DEV Community

Cover image for Probabilistic Data Structures in Go: Building and Benchmarking a Bloom Filter
Umang Sinha
Umang Sinha

Posted on

Probabilistic Data Structures in Go: Building and Benchmarking a Bloom Filter

Imagine you're building a high-traffic web service that relies heavily on a distributed cache like Redis. For every incoming request, your service first checks the cache to avoid expensive database lookups. Sounds efficient, right?

But here’s a subtle problem at scale: Many of the keys you look up may not be in the cache!

Each of these negative lookups still involves a network round-trip to Redis, which, while fast, adds up when you're processing hundreds of thousands of misses per second.

Wouldn’t it be great if you could avoid those pointless lookups altogether?

This is where a Bloom filter comes in - a clever probabilistic data structure that lives in your application’s memory. It helps you quickly answer the following question:

"Is this key definitely not in the cache?"

If the Bloom filter says “no” → skip the Redis call entirely.

If it says “maybe” → go ahead and check Redis as usual. (It's important to understand that the 'maybe' case can sometimes lead to a false positive, but we'll delve into that later.)

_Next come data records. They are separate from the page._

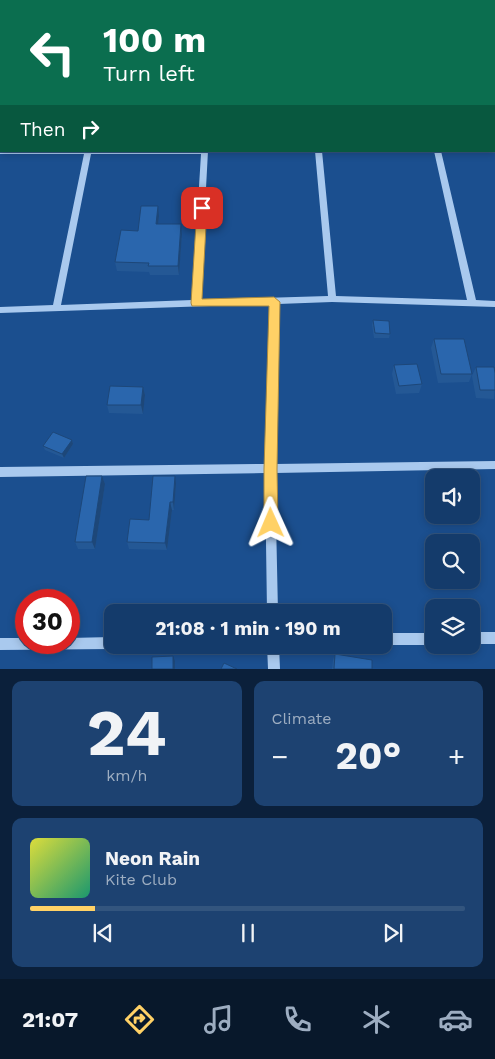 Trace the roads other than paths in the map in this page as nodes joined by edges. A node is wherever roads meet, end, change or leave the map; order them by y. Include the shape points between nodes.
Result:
1 (0, 152) edge
2 (88, 152) edge
3 (205, 152) edge
4 (318, 152) edge
5 (437, 152) edge
6 (332, 299) junction
7 (274, 302) junction
8 (196, 303) junction
9 (472, 303) junction
10 (495, 304) edge
11 (0, 310) edge
12 (56, 310) junction
13 (495, 466) edge
14 (270, 469) junction
15 (0, 472) edge
16 (273, 604) edge
17 (480, 638) edge
18 (495, 638) edge
19 (392, 639) edge
20 (425, 639) edge
21 (104, 643) edge
22 (0, 644) edge
23 (274, 654) edge
24 (274, 669) edge

1 - 2 street
2 - 12 street
3 - 8 street
4 - 6 street
5 - 9 street
6 - 7 street
6 - 9 street
7 - 8 street
7 - 14 street
8 - 12 street
9 - 10 street
11 - 12 street
13 - 14 street
14 - 15 street
14 - 16 street
17 - 18 street
19 - 20 street
21 - 22 street
23 - 24 street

It’s fast, tiny, and wildly effective at reducing unnecessary lookups in high-throughput systems. In fact, services at Google, Facebook, LinkedIn, and CDNs like Cloudflare all use Bloom filters to optimize performance at scale.

In this article, we’ll:

  • Break down how Bloom filters work (and the math behind them)
  • Walk through a full implementation in Go
  • Explore practical use cases, tuning strategies, and limitations

Whether you're optimizing caching logic or reducing database hits - Bloom filters are a tool worth knowing.


What is a Bloom Filter?

A Bloom filter is a probabilistic data structure used to test whether an element is a member of a set. It can return two possible answers:

  • “Definitely not present”
  • “Possibly present”

It’s fast, memory-efficient, and beautifully suited for large-scale systems where precision can be traded for performance.

Why “Probabilistic”?

Bloom filters are “probabilistic” because they allow false positives. That is, they might say an element is present even when it’s not. But the beauty is, they never give false negatives. If the filter says something isn't there, you can trust it.

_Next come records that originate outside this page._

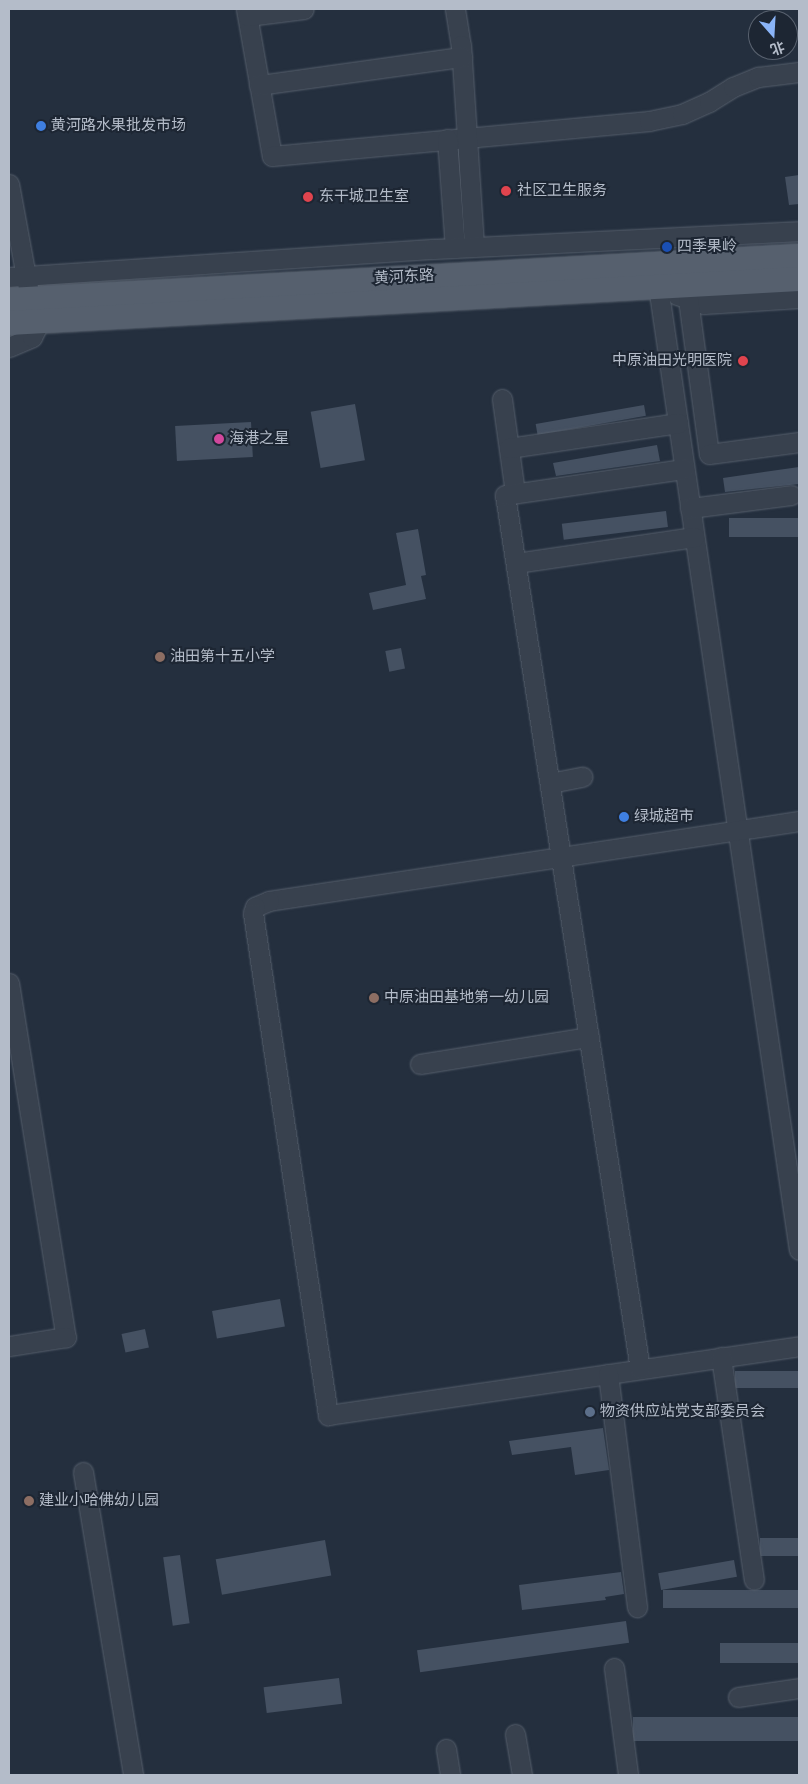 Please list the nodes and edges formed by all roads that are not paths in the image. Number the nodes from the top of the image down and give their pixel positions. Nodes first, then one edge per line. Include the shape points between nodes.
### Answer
1 (304, 9) edge
2 (456, 9) edge
3 (247, 12) edge
4 (462, 57) junction
5 (799, 72) edge
6 (259, 85) junction
7 (467, 137) junction
8 (447, 139) junction
9 (9, 184) edge
10 (799, 231) edge
11 (464, 248) junction
12 (799, 256) edge
13 (17, 276) edge
14 (799, 279) edge
15 (658, 286) junction
16 (799, 298) edge
17 (20, 299) edge
18 (688, 299) junction
19 (40, 321) junction
20 (9, 323) edge
21 (9, 347) edge
22 (502, 399) dead end
23 (678, 423) junction
24 (799, 442) edge
25 (509, 448) junction
26 (684, 469) junction
27 (510, 494) junction
28 (791, 495) dead end
29 (690, 508) junction
30 (694, 537) junction
31 (516, 563) junction
32 (582, 778) dead end
33 (550, 783) junction
34 (799, 820) edge
35 (737, 830) junction
36 (561, 856) junction
37 (9, 983) edge
38 (589, 1037) junction
39 (420, 1064) dead end
40 (799, 1250) edge
41 (9, 1346) edge
42 (799, 1346) edge
43 (722, 1358) junction
44 (640, 1369) junction
45 (608, 1374) junction
46 (83, 1472) dead end
47 (754, 1580) dead end
48 (637, 1607) dead end
49 (614, 1668) dead end
50 (799, 1688) edge
51 (738, 1697) dead end
52 (515, 1734) dead end
53 (446, 1749) dead end
54 (133, 1775) edge
55 (450, 1775) edge
56 (522, 1775) edge
57 (628, 1775) edge

1 - 3 street
2 - 4 street
3 - 6 street
4 - 6 street
4 - 7 street
5 - 7 street via 758,77 682,114
6 - 8 street via 272,156
7 - 8 street
7 - 11 street
8 - 11 street
9 - 13 street
10 - 11 street
11 - 13 street
12 - 17 main road, 黄河东路
13 - 17 street
14 - 15 main road, 黄河东路
15 - 18 street
15 - 19 main road, 黄河东路
15 - 23 street
16 - 18 street via 704,304
18 - 24 street via 709,454
19 - 20 main road, 黄河东路
19 - 21 street via 32,337
22 - 25 street
23 - 25 street
23 - 26 street
25 - 27 street
26 - 27 street
26 - 29 street
27 - 31 street
28 - 29 street
29 - 30 street
30 - 31 street
30 - 35 street
31 - 33 street
32 - 33 street
33 - 36 street
34 - 35 street
35 - 36 street
35 - 40 street
36 - 38 street
36 - 45 street via 269,901 255,907 252,914 328,1414
37 - 41 street via 66,1338
38 - 39 street
38 - 44 street
42 - 43 street
43 - 44 street
43 - 47 street
44 - 45 street
45 - 48 street
46 - 54 street
49 - 57 street
50 - 51 street
52 - 56 street
53 - 55 street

This simple guarantee unlocks powerful optimizations in real-world systems.

A Bloom filter starts with:

  • A bit array of size m, all initialized to 0
  • k different hash functions

To add an element:

  1. Hash the element k times
  2. Each hash gives you an index from the bit array
  3. Set each of those k bits to 1

To check for an element:

  1. Hash it the same way
  2. If any of those k bits are 0, the element is definitely not in the set
  3. If all are 1, then it might be present

The more elements you add, the more bits get set, which increases the chances of collisions and hence, false positives.

Real-World Analogy:

Imagine you're trying to create a new Gmail account.

As soon as you enter your desired email address, Google instantly tells you whether it’s available or already taken. That check feels instantaneous, but behind the scenes, it needs to search through hundreds of millions of existing email addresses.

Now, Google could query a database directly every time someone enters an email, but:

  • That would be costly at scale
  • It would expose the system to user enumeration risks if someone tries to brute-force existing usernames

So, how do you check availability quickly and securely?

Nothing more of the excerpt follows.